While experiencing the American life of tragedy and challenge, these men and women populated the Armenian youth groups that began to address the needs of the new generation. It was the true beginning of our hyphenated lives as they lived as American youth with an ethnic foundation. The glue was the respect they shared of their families and their heritage. The oldest of those youth groups is the AYF which was established in 1933. The organizing model was new and adapted for the American-born generation: educational, social and athletic activities to keep the generation whole as Armenian-Americans. The best indication of success is its sustainability. It is still a productive institution today, some 86 years later. The AYF Olympics began with this marvelous generation and today is still a remarkable multi-generation event that attracts thousands from older alumni to newborns. Attending an AYF Olympics is a remarkable experience for alumni, members, friends and family. In 1946, the ACYOA was born and began its service to this generation through the church. These organizations not only provided the first generation born here with an identity vehicle, but through their organizational work, they trained leaders who provided the community with the adult leadership required to sustain the diaspora.
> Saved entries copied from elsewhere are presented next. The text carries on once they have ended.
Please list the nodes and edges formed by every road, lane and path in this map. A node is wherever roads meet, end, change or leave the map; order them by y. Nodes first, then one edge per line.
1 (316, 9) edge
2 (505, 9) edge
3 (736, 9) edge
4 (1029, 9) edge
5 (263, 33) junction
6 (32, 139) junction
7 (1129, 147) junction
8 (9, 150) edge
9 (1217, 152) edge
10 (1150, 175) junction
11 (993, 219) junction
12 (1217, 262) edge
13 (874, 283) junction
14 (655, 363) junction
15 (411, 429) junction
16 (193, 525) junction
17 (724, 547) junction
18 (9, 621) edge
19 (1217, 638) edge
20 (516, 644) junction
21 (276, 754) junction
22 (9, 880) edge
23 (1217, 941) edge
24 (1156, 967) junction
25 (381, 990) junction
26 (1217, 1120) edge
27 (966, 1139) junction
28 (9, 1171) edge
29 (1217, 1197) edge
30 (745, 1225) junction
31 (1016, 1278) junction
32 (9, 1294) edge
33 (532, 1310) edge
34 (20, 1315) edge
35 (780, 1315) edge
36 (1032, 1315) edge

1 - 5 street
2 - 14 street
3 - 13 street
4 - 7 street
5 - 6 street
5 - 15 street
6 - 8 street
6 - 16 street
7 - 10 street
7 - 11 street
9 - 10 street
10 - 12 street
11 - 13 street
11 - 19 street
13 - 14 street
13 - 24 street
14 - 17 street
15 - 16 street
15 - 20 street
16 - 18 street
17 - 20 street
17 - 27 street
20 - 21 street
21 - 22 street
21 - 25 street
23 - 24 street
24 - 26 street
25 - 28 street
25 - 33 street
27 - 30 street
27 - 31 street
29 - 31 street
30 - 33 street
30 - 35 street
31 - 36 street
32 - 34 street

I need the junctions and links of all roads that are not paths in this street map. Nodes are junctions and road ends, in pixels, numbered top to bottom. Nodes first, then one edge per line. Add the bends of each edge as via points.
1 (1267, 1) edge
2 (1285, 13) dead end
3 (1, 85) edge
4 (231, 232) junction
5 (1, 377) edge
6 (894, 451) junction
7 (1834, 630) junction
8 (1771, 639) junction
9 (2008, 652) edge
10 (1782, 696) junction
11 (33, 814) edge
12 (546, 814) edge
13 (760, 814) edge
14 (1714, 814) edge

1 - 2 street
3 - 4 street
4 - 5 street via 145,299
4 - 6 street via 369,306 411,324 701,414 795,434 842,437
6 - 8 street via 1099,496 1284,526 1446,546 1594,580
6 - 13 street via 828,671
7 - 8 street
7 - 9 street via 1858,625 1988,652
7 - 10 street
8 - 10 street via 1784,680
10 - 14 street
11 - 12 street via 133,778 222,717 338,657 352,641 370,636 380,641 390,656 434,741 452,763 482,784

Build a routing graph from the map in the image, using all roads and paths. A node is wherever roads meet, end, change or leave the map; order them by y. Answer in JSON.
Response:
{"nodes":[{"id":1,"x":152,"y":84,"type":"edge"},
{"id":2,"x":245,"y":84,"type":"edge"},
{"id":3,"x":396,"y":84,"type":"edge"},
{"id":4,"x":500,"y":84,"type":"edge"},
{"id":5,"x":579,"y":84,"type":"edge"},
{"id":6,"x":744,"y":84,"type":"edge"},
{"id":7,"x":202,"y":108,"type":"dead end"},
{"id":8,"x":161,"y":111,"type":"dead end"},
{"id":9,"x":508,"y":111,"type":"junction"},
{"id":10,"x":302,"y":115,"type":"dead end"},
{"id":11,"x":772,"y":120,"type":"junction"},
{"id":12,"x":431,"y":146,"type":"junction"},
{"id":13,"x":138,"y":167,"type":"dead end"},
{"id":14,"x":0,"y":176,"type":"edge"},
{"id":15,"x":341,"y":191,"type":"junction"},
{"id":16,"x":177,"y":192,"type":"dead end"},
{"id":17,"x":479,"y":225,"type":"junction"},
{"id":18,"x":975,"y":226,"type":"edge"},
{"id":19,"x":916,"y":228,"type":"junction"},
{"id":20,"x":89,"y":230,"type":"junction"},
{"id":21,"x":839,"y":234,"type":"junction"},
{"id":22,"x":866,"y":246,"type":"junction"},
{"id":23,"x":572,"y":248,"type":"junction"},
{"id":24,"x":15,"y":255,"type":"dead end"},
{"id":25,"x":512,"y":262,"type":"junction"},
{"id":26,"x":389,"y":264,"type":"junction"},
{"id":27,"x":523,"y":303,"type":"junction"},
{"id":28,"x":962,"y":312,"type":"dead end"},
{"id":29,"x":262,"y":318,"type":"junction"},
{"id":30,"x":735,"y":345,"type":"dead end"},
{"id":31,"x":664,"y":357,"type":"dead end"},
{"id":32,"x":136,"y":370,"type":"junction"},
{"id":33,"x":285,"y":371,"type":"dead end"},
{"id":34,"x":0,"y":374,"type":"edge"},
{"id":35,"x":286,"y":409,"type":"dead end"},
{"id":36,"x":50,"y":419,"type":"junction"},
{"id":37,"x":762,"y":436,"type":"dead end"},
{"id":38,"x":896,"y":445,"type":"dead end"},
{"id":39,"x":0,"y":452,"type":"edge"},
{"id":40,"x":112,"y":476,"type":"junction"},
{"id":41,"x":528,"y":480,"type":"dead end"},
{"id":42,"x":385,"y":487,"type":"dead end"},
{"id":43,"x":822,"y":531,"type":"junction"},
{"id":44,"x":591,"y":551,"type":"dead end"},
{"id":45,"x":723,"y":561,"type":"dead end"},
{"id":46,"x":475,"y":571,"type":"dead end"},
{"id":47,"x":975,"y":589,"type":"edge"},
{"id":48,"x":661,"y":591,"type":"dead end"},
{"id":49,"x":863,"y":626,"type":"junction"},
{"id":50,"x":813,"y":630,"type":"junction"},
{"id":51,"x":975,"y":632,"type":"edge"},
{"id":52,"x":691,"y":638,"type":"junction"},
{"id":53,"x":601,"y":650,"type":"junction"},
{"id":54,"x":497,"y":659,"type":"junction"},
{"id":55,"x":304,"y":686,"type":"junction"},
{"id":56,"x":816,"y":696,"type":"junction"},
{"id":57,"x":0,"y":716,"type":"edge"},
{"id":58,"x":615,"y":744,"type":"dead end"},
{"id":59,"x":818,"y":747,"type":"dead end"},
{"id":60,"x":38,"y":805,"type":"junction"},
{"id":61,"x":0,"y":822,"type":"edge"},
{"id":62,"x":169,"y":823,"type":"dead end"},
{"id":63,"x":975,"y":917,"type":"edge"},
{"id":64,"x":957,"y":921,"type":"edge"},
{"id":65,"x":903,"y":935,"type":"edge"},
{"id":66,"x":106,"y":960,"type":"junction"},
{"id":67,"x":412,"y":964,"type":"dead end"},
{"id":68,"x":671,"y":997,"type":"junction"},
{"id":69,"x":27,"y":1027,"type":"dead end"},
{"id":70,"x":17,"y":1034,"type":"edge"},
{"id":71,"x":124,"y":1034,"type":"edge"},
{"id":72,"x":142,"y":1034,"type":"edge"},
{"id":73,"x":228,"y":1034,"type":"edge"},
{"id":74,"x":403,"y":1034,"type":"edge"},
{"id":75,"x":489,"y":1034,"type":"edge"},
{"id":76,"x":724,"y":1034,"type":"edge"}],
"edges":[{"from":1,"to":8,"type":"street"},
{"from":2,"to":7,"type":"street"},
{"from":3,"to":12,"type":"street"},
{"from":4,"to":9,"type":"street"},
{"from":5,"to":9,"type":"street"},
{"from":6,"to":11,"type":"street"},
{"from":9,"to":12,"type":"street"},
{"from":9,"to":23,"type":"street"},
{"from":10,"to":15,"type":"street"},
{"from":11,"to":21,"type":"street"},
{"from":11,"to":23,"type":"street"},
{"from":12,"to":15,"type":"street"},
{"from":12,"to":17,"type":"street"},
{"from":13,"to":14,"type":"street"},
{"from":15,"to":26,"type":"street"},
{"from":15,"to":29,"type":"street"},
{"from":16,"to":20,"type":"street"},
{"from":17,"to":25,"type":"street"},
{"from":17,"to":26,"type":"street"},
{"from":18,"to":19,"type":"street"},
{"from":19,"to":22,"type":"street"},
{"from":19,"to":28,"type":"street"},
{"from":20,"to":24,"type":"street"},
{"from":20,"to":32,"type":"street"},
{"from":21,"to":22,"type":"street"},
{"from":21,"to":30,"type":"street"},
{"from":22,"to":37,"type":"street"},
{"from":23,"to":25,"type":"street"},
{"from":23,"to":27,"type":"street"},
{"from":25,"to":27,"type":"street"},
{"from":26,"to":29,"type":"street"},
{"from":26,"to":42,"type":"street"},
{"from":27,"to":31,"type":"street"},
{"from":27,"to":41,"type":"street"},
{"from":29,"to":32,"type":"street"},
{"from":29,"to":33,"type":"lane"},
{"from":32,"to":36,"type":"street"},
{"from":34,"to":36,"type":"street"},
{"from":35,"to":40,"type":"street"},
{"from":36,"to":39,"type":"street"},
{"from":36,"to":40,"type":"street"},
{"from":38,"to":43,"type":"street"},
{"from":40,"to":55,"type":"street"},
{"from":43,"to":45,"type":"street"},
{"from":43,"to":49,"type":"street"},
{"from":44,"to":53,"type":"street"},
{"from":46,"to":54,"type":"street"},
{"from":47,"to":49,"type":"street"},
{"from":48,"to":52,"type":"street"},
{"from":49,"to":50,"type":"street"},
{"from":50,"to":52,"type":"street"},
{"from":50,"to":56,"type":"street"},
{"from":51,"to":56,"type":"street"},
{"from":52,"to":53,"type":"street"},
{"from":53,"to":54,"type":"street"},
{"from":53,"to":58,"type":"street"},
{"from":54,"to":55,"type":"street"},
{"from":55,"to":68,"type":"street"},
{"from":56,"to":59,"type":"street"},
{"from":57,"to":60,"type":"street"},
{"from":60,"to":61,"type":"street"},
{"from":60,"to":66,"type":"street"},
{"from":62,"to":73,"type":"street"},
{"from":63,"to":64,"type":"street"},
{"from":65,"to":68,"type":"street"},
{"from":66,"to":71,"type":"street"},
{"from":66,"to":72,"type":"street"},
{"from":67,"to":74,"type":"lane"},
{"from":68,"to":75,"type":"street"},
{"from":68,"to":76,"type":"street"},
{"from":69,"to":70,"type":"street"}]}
Throughout the incredible life experiences of the 30s to the 60s, there was one constant for this generation: a strong Armenian family unit built on respect, love and shared values. Imagine the mental trauma of the survivor generation to escape genocide and build a new life for their families in America only to have to send their sons and some daughters to a world war. Thankfully most came home, but some didn’t. Some were POWs. Their lives were changed forever. Many believe that their experiences from 18 to 22 years old, when most kids today are enjoying college life, gave them unique qualifications to lead post-war America and the Armenian community. They married, raised families, built careers and became the heirs to the blossoming Armenian community. They led America during a remarkable period of growth and change into the 1970s. Their parents had built the foundation of the diaspora with sheer will. This generation would add new floors to that foundation with their American education and Armenian values. This was the generation that proved that truly Turkey had failed as “little Armenias” blossomed throughout America. Their children would be the second generation born in America and would elevate the community to new levels with the blessings of this country and the talent of immigrant brethren.

As a child in this second generation, we were the clueless beneficiaries of our parents’ remarkable dedication and Armenian values. We were the kids whose parents were always late for Cub Scouts, Girl Scouts or Little League games because they had a parish council, board of trustees or garmeer khatch meeting. We may not have understood it at the time, but we live today with eternal appreciation. Values are not a lecture, but an atmosphere you are raised in. They were the first of the full-time hyphenated Armenians who were also full-time community members, loyal citizens of their towns, dutiful parents. They carved out careers at a time when technology was not a productivity assistant as it is today. Multiplexing was done the old-fashioned way with sheer will power. My admiration grows each year with the benefit of true reflection.

Values are not a lecture, but an atmosphere you are raised in.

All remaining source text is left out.